↓↓↓

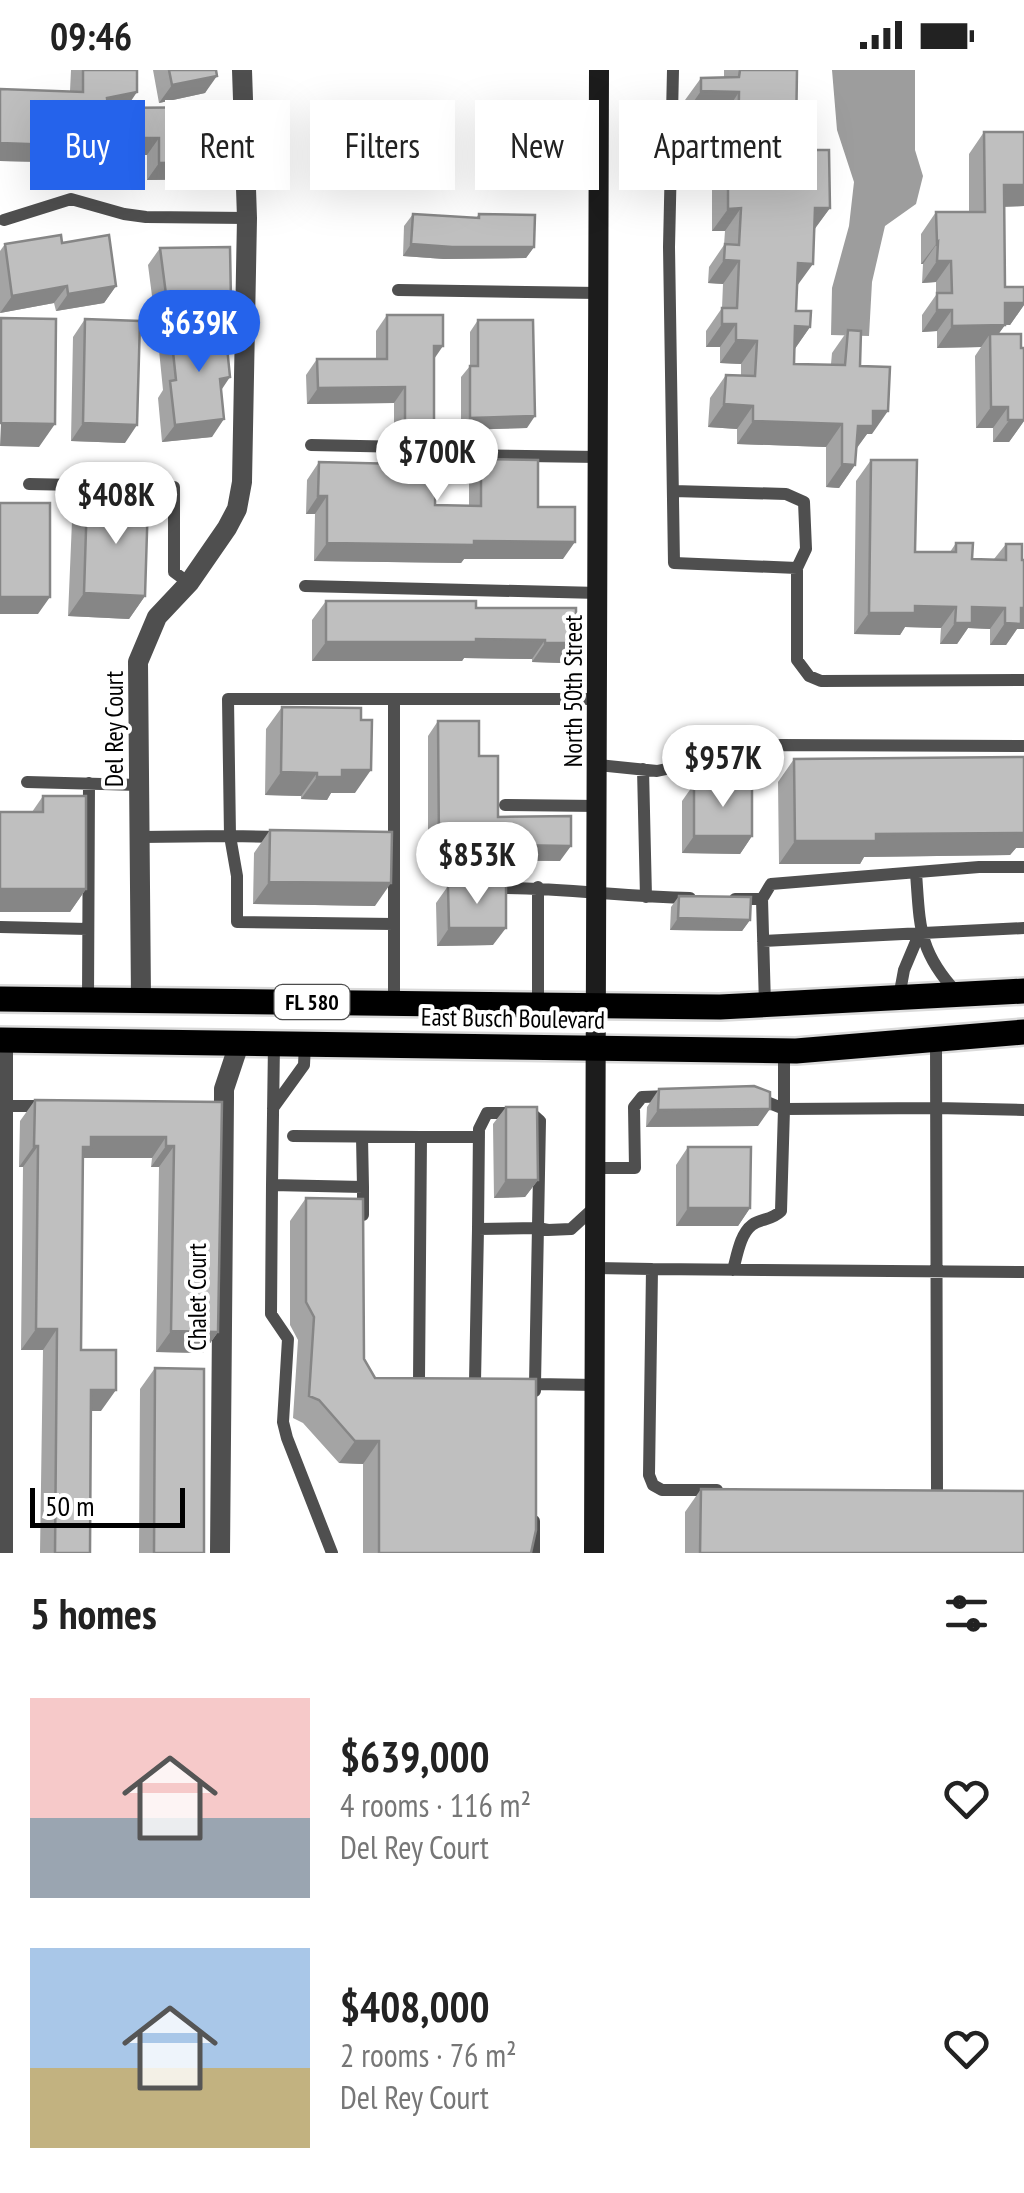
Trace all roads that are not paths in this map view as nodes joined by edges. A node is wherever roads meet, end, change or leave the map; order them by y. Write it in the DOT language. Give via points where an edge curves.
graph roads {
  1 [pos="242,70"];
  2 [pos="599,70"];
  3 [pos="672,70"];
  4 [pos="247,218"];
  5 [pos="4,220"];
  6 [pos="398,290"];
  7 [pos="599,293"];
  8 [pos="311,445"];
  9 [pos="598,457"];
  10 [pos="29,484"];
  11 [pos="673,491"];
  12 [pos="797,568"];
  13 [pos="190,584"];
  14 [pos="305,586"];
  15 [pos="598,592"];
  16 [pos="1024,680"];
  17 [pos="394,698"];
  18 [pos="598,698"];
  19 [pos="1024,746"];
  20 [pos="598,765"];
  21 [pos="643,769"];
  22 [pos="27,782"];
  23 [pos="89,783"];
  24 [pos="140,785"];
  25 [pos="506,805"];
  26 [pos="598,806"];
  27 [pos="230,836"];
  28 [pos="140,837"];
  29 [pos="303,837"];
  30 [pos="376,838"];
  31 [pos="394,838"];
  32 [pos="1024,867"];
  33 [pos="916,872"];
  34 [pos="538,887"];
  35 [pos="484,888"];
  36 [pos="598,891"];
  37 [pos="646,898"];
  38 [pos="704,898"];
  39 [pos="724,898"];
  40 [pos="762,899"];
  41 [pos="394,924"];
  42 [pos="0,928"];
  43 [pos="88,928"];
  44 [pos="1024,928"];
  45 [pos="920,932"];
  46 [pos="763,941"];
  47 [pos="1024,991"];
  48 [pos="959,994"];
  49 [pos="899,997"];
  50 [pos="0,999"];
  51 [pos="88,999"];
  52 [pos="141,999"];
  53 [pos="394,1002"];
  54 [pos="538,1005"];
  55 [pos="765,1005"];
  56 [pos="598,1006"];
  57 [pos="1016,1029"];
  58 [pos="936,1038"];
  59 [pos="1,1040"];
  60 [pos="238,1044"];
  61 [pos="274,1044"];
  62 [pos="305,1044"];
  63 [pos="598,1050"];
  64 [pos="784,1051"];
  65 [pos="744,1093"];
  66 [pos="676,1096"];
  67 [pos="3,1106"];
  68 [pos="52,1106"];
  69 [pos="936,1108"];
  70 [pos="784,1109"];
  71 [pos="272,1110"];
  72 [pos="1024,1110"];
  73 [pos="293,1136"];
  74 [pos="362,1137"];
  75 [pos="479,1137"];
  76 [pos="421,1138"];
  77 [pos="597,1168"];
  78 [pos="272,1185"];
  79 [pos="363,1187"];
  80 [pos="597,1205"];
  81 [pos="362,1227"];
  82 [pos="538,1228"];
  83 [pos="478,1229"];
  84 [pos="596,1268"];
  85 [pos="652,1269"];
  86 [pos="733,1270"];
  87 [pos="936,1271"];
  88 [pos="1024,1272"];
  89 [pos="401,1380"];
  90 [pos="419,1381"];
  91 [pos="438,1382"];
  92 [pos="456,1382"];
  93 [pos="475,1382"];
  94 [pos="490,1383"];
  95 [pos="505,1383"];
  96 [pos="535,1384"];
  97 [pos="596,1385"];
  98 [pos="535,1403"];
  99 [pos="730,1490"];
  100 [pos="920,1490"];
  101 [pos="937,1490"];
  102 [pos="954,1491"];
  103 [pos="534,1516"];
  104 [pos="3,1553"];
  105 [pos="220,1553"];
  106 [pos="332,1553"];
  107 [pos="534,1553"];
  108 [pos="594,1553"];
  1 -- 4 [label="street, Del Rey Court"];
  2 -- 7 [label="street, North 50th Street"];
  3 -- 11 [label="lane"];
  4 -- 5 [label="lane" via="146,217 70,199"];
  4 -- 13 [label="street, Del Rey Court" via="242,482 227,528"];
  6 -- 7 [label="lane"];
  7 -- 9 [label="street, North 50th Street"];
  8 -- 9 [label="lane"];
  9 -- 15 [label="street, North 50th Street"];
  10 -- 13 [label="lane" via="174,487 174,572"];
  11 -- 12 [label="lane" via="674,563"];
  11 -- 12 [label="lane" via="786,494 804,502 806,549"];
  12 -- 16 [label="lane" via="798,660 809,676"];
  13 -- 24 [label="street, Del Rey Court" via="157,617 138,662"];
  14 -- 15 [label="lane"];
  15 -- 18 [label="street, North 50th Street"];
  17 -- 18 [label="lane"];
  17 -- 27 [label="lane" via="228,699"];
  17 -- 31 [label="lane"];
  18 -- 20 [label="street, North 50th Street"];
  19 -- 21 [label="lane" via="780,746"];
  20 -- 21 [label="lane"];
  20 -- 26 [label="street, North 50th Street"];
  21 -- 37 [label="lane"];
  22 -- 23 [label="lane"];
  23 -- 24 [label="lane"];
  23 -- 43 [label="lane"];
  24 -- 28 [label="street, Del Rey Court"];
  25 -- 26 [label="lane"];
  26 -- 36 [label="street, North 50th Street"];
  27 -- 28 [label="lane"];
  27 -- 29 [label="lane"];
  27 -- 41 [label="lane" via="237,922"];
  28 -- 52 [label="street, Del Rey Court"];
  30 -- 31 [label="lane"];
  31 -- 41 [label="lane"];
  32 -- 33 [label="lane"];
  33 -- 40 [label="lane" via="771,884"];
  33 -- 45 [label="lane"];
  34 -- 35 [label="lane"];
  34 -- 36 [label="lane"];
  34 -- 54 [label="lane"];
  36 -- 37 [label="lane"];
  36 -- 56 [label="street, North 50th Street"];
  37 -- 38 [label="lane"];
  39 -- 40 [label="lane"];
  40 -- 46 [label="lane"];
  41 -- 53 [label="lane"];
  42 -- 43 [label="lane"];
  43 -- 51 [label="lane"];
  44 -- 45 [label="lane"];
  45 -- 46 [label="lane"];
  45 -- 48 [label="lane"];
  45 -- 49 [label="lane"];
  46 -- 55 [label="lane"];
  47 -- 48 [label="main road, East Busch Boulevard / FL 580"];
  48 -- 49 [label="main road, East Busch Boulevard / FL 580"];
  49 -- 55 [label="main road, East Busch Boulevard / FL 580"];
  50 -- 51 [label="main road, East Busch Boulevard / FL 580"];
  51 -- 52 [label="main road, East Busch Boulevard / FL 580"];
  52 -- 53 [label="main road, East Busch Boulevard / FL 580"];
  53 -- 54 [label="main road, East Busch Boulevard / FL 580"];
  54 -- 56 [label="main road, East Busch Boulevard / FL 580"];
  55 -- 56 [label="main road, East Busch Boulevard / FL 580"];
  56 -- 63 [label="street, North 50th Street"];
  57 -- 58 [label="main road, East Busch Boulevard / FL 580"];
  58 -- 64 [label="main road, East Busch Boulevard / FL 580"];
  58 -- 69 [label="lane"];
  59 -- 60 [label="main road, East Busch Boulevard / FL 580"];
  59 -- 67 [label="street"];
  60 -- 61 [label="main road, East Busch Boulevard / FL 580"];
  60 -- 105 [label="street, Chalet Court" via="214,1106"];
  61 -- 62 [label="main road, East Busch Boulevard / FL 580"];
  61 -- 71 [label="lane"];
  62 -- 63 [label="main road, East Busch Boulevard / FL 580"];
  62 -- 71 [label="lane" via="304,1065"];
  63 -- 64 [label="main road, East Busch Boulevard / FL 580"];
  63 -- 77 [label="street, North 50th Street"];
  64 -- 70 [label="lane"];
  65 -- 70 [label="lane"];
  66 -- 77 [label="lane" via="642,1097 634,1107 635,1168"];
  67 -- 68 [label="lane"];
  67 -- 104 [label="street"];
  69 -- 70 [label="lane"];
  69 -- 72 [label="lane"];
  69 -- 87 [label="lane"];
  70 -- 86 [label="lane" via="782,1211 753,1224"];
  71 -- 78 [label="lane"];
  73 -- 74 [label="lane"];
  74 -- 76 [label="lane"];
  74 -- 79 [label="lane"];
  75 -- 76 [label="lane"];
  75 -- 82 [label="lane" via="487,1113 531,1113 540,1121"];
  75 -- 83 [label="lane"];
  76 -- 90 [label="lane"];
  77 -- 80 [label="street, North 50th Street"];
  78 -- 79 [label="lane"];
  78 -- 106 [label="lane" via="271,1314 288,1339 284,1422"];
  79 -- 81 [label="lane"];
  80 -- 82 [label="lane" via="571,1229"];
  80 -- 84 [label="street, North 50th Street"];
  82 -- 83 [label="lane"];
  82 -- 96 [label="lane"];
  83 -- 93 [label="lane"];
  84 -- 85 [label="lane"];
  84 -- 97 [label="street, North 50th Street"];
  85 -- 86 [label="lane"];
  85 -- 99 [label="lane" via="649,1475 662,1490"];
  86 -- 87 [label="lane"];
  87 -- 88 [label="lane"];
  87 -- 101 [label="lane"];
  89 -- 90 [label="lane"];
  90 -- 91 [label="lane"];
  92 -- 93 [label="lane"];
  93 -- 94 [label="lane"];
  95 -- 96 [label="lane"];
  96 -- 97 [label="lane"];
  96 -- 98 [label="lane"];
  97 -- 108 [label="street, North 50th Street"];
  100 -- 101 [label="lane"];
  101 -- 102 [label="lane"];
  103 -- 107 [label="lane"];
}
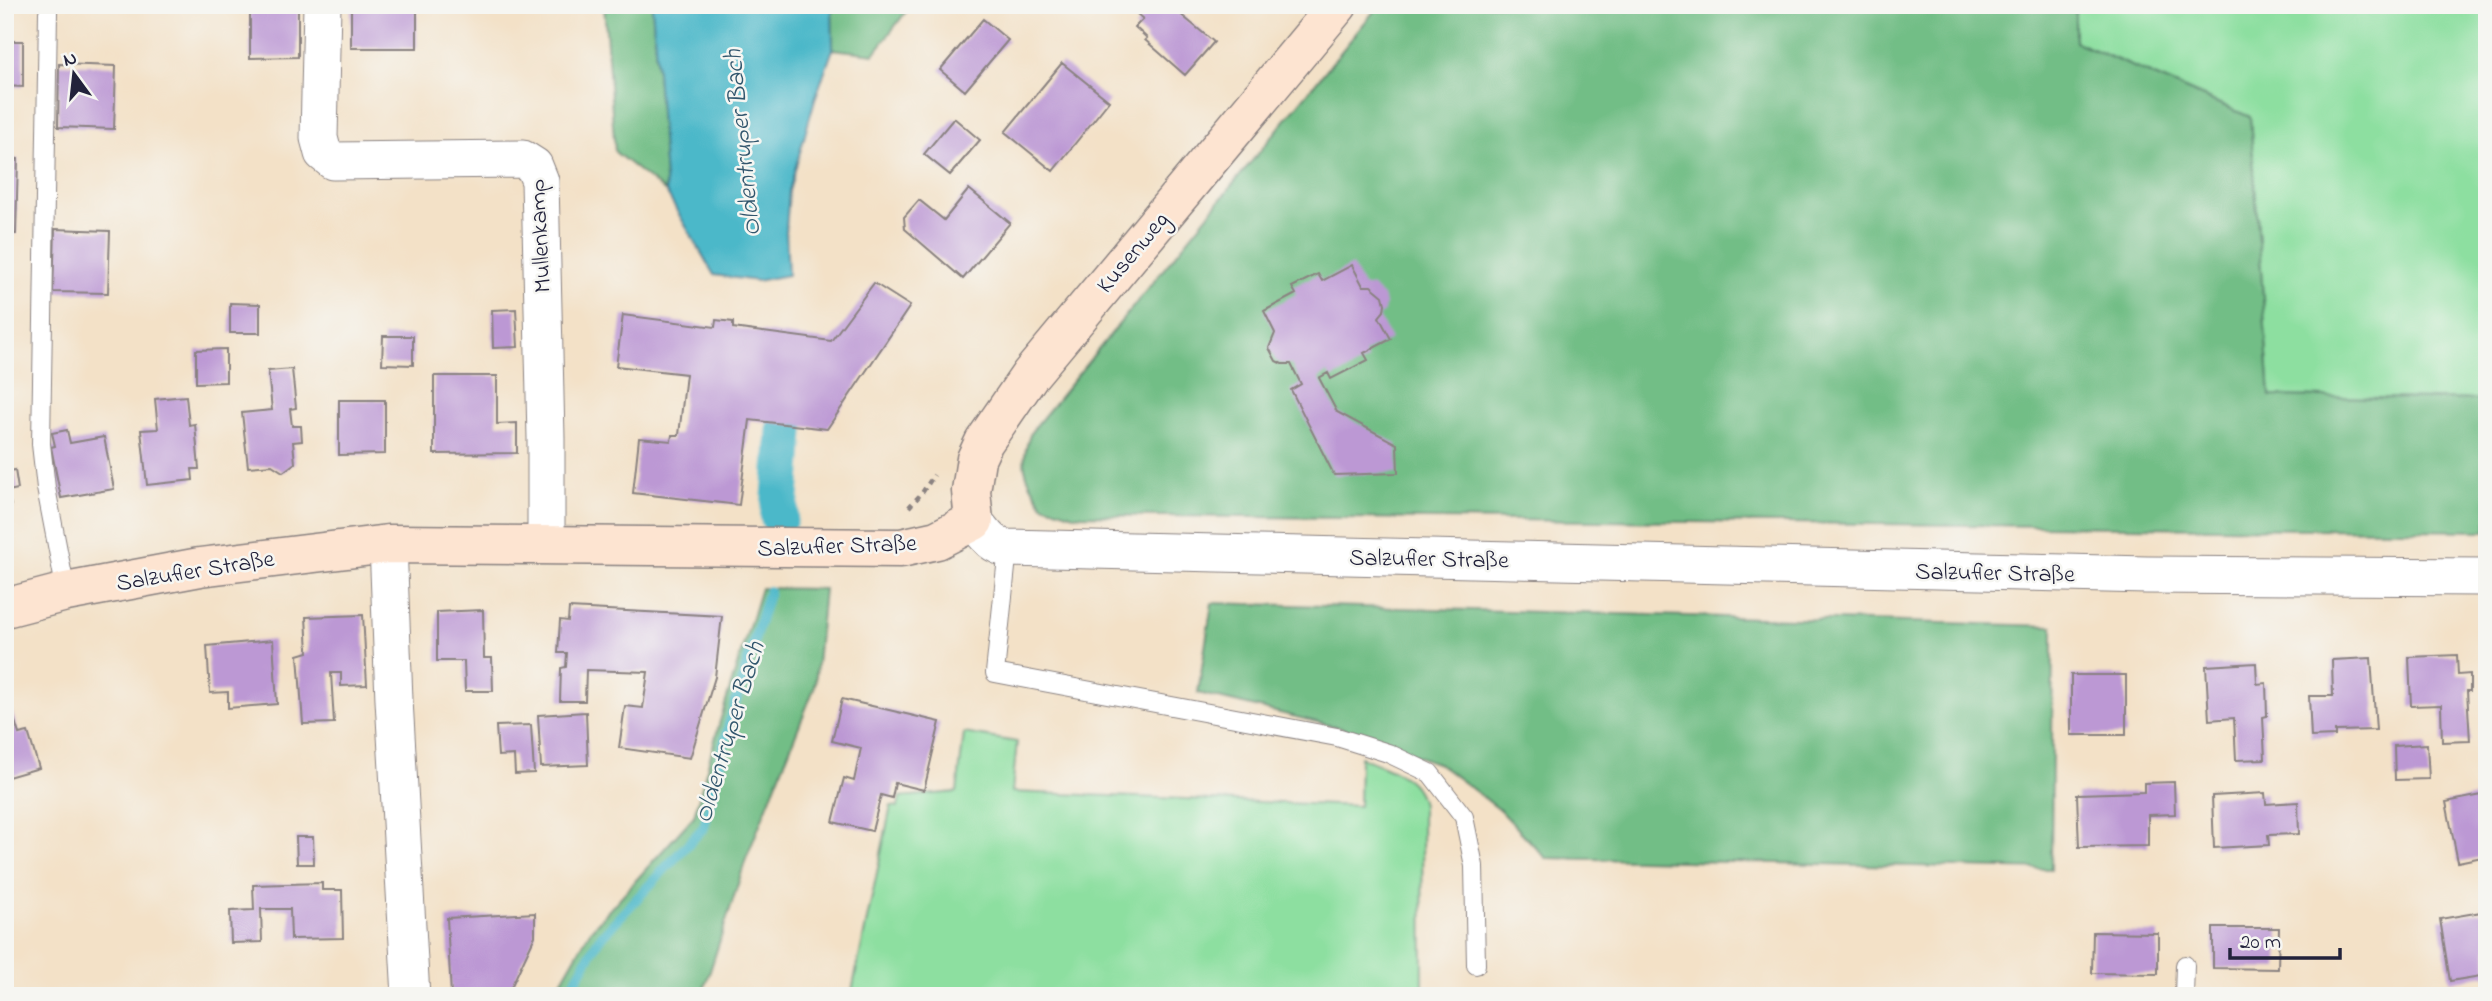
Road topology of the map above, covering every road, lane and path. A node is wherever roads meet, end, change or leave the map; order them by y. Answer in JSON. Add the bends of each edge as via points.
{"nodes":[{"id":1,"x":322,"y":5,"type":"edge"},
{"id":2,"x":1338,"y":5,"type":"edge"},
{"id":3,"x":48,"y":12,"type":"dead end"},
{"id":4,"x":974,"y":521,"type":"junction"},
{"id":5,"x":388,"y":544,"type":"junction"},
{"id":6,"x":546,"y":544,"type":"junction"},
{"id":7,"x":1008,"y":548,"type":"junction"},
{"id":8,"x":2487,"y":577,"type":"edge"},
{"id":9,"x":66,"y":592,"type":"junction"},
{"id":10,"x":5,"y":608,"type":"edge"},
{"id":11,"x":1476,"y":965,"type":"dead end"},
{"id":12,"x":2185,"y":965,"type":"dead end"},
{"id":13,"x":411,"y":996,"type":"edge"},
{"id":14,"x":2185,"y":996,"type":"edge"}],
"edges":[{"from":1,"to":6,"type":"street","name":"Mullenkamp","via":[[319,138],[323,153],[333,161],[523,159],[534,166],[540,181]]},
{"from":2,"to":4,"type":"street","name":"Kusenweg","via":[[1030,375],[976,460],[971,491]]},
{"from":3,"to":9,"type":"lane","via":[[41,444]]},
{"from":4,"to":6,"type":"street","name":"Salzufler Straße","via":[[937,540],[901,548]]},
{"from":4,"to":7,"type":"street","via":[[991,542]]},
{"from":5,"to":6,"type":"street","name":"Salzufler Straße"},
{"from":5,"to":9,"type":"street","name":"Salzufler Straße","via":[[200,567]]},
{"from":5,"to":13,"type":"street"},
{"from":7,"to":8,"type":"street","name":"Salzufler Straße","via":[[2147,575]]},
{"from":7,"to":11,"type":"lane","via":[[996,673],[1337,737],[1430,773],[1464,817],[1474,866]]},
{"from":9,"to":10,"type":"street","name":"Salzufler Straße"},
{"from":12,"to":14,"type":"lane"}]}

↑↑↑

-- Description of the task --
How many of the lines above hold "change"? Answer with only the number.

-- Task solution --
2